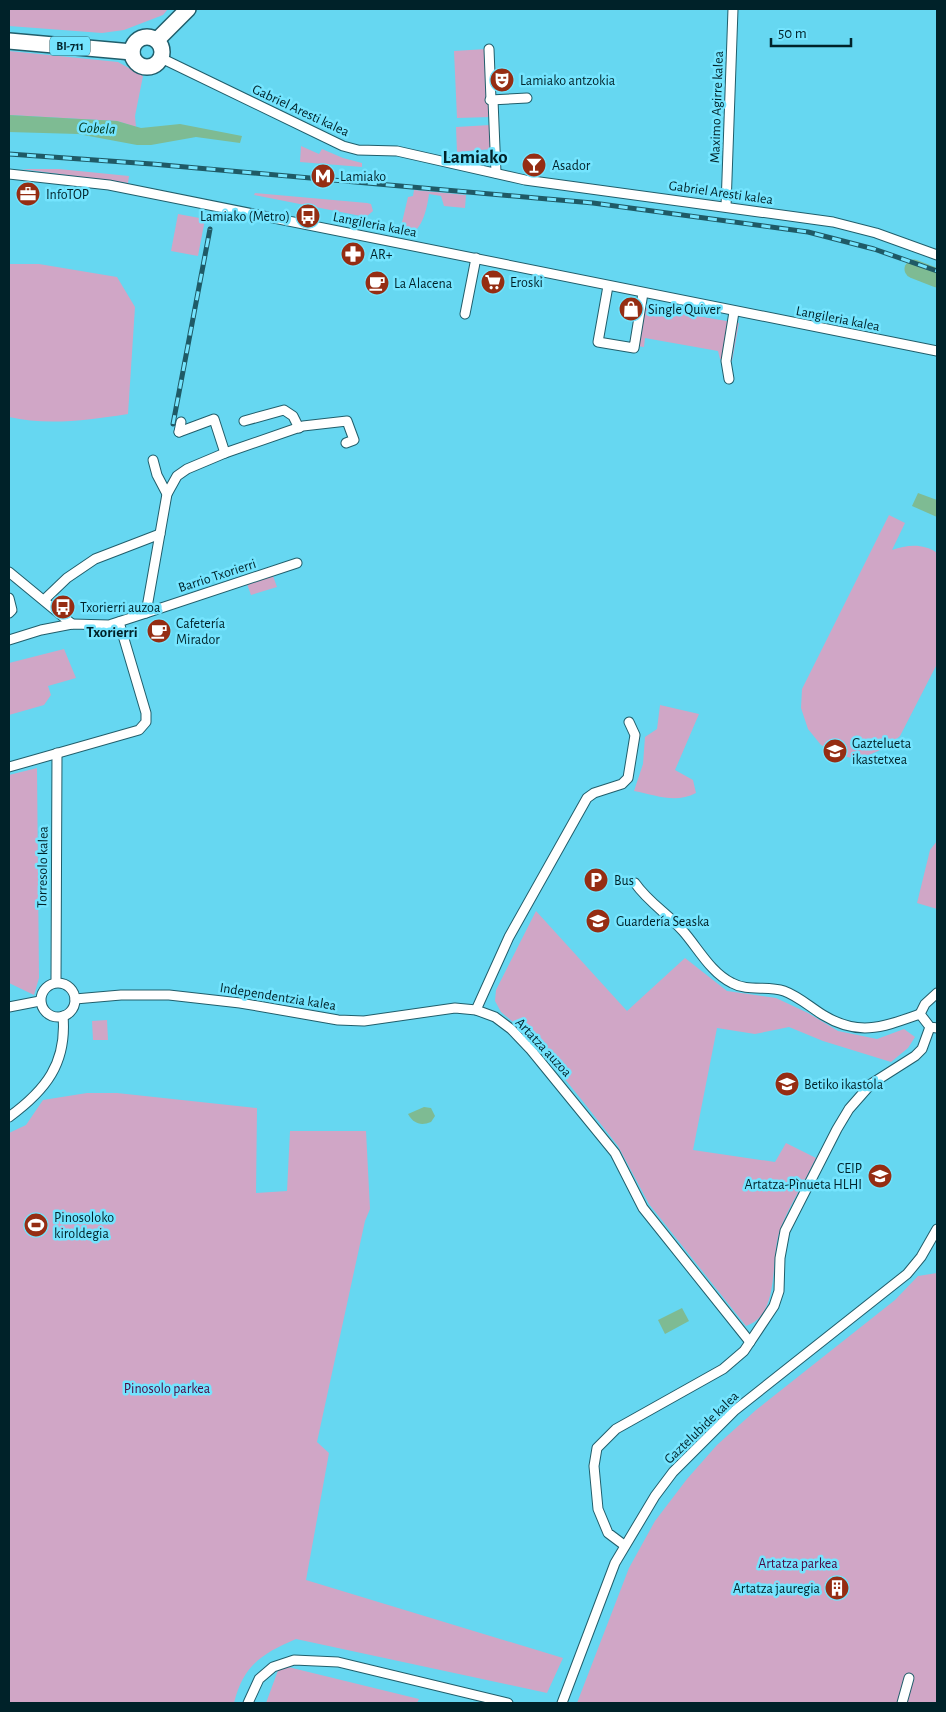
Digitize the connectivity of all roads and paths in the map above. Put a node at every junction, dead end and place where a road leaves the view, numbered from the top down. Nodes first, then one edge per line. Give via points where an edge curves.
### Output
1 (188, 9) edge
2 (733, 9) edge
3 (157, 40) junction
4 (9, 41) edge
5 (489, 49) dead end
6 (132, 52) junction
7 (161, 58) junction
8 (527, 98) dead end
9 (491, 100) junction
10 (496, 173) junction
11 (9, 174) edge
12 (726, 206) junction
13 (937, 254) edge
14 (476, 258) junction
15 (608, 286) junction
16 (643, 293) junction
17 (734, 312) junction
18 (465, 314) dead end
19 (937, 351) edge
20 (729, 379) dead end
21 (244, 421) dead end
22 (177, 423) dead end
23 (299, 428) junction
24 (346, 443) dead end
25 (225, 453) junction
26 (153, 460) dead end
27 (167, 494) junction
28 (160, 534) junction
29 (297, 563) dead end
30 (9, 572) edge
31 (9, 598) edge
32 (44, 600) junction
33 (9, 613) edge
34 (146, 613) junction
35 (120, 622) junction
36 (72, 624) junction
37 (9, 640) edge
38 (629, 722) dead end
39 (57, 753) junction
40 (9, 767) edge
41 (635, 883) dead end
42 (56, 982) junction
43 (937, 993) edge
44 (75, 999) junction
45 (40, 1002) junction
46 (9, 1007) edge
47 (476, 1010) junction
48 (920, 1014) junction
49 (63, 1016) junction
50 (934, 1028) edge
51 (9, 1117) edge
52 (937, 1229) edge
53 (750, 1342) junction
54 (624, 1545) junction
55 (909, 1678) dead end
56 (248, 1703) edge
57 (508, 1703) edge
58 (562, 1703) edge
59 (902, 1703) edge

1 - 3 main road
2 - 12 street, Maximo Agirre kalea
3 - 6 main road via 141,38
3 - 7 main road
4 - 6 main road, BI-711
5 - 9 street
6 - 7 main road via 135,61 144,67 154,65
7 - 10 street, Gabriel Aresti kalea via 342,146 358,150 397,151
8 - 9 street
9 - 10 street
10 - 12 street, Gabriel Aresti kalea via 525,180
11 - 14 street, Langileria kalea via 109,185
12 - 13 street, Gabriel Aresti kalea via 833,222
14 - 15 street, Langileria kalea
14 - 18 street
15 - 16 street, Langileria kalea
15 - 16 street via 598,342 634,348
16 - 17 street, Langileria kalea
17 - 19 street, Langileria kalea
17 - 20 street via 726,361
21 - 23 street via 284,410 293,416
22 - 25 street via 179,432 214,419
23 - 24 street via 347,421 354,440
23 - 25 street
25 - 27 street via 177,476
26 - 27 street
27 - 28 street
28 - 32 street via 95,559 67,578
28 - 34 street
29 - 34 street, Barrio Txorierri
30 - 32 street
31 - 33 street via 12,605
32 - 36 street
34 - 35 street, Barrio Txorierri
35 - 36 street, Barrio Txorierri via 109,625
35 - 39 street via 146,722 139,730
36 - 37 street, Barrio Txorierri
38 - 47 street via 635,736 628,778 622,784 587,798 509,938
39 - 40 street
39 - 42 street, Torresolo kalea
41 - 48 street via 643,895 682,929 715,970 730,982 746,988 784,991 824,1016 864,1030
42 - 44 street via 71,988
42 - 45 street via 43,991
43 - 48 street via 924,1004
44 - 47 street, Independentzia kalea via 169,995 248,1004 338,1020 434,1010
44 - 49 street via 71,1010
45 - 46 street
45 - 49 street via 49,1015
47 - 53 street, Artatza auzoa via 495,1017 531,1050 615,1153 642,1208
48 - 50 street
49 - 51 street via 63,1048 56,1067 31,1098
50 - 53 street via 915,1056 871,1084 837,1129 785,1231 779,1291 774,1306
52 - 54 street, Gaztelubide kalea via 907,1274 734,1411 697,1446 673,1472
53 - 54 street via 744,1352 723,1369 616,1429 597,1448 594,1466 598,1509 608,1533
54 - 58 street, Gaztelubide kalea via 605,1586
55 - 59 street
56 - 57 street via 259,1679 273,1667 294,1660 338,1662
···
> [Your assignment]
Images are to be skipped, and each line above is to be returned exactly.

> [Solution to this exercise]
Digitize the connectivity of all roads and paths in the map above. Put a node at every junction, dead end and place where a road leaves the view, numbered from the top down. Nodes first, then one edge per line. Give via points where an edge curves.
### Output
1 (188, 9) edge
2 (733, 9) edge
3 (157, 40) junction
4 (9, 41) edge
5 (489, 49) dead end
6 (132, 52) junction
7 (161, 58) junction
8 (527, 98) dead end
9 (491, 100) junction
10 (496, 173) junction
11 (9, 174) edge
12 (726, 206) junction
13 (937, 254) edge
14 (476, 258) junction
15 (608, 286) junction
16 (643, 293) junction
17 (734, 312) junction
18 (465, 314) dead end
19 (937, 351) edge
20 (729, 379) dead end
21 (244, 421) dead end
22 (177, 423) dead end
23 (299, 428) junction
24 (346, 443) dead end
25 (225, 453) junction
26 (153, 460) dead end
27 (167, 494) junction
28 (160, 534) junction
29 (297, 563) dead end
30 (9, 572) edge
31 (9, 598) edge
32 (44, 600) junction
33 (9, 613) edge
34 (146, 613) junction
35 (120, 622) junction
36 (72, 624) junction
37 (9, 640) edge
38 (629, 722) dead end
39 (57, 753) junction
40 (9, 767) edge
41 (635, 883) dead end
42 (56, 982) junction
43 (937, 993) edge
44 (75, 999) junction
45 (40, 1002) junction
46 (9, 1007) edge
47 (476, 1010) junction
48 (920, 1014) junction
49 (63, 1016) junction
50 (934, 1028) edge
51 (9, 1117) edge
52 (937, 1229) edge
53 (750, 1342) junction
54 (624, 1545) junction
55 (909, 1678) dead end
56 (248, 1703) edge
57 (508, 1703) edge
58 (562, 1703) edge
59 (902, 1703) edge

1 - 3 main road
2 - 12 street, Maximo Agirre kalea
3 - 6 main road via 141,38
3 - 7 main road
4 - 6 main road, BI-711
5 - 9 street
6 - 7 main road via 135,61 144,67 154,65
7 - 10 street, Gabriel Aresti kalea via 342,146 358,150 397,151
8 - 9 street
9 - 10 street
10 - 12 street, Gabriel Aresti kalea via 525,180
11 - 14 street, Langileria kalea via 109,185
12 - 13 street, Gabriel Aresti kalea via 833,222
14 - 15 street, Langileria kalea
14 - 18 street
15 - 16 street, Langileria kalea
15 - 16 street via 598,342 634,348
16 - 17 street, Langileria kalea
17 - 19 street, Langileria kalea
17 - 20 street via 726,361
21 - 23 street via 284,410 293,416
22 - 25 street via 179,432 214,419
23 - 24 street via 347,421 354,440
23 - 25 street
25 - 27 street via 177,476
26 - 27 street
27 - 28 street
28 - 32 street via 95,559 67,578
28 - 34 street
29 - 34 street, Barrio Txorierri
30 - 32 street
31 - 33 street via 12,605
32 - 36 street
34 - 35 street, Barrio Txorierri
35 - 36 street, Barrio Txorierri via 109,625
35 - 39 street via 146,722 139,730
36 - 37 street, Barrio Txorierri
38 - 47 street via 635,736 628,778 622,784 587,798 509,938
39 - 40 street
39 - 42 street, Torresolo kalea
41 - 48 street via 643,895 682,929 715,970 730,982 746,988 784,991 824,1016 864,1030
42 - 44 street via 71,988
42 - 45 street via 43,991
43 - 48 street via 924,1004
44 - 47 street, Independentzia kalea via 169,995 248,1004 338,1020 434,1010
44 - 49 street via 71,1010
45 - 46 street
45 - 49 street via 49,1015
47 - 53 street, Artatza auzoa via 495,1017 531,1050 615,1153 642,1208
48 - 50 street
49 - 51 street via 63,1048 56,1067 31,1098
50 - 53 street via 915,1056 871,1084 837,1129 785,1231 779,1291 774,1306
52 - 54 street, Gaztelubide kalea via 907,1274 734,1411 697,1446 673,1472
53 - 54 street via 744,1352 723,1369 616,1429 597,1448 594,1466 598,1509 608,1533
54 - 58 street, Gaztelubide kalea via 605,1586
55 - 59 street
56 - 57 street via 259,1679 273,1667 294,1660 338,1662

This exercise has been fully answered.